After two and a half months, the city of London has their first multi year operating budget. This comes with a tax increase of two-point-eight percent, or about 76 dollars a year for the average home owner over the next four years. Mayor Matt Brown knows that any increase will be difficult for homeowners, and that’s why city council took so long with deliberations.
“We’re looking at an increase that is sustainable for our community. We’re also looking at an increase that is responsible – that takes into account all of the costs short, medium, and long term. What we didn’t do here was make short term decisions that might raid the reserves, for example, or keep taxes low over a short period of time and then create a budget bomb in future years.”

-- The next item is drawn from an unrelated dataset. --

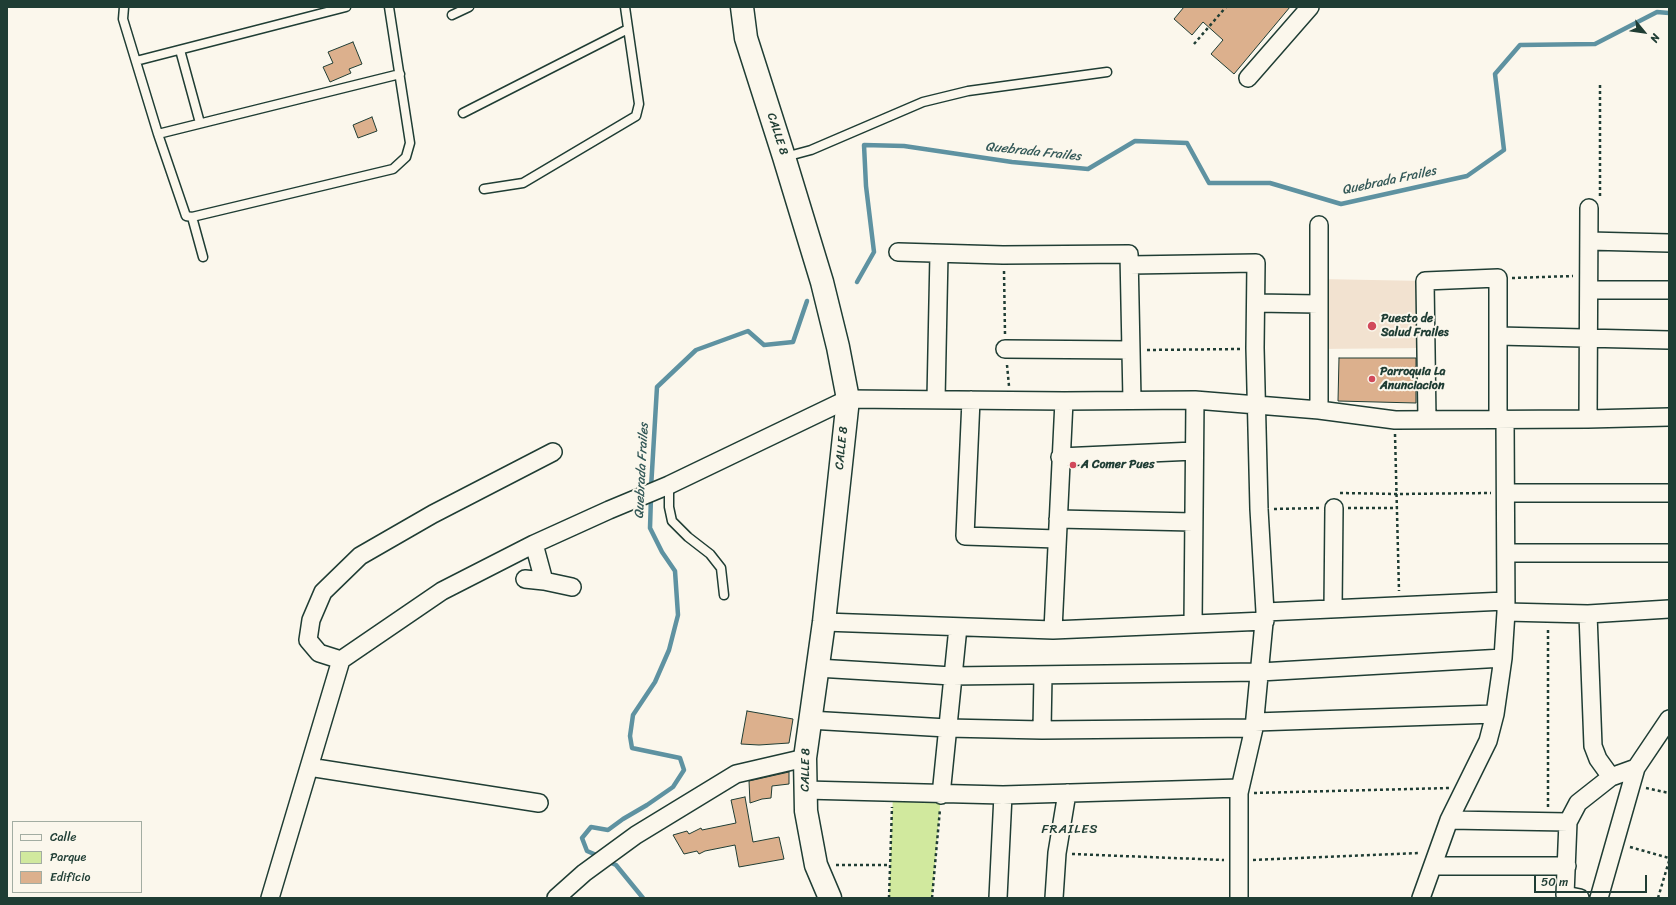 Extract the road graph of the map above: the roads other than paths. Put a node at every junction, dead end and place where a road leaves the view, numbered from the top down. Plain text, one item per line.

Brown also feels that he kept his campaign promises with regards to tax increases because he aimed to keep them at or around inflation, or between two and three percent. He also indicated from the beginning that he would not support an arbitrary number which would push expenses into the future, adding that many of the problems faced during this budget process were due to such figures.
As this was London’s first multi year budget process, and the city is one of the first communities in Canada to go through it, it was a learning process. Mayor Brown said the main lesson for council was that they had to take their time.
“We need to make sure that we understand the decisions very carefully because these have multi year ramifications, and that’s why in many cases we went through this budget line by line.”
An extra day (Saturday, March 5th) was also added to the schedule so councillors had more time to go through it.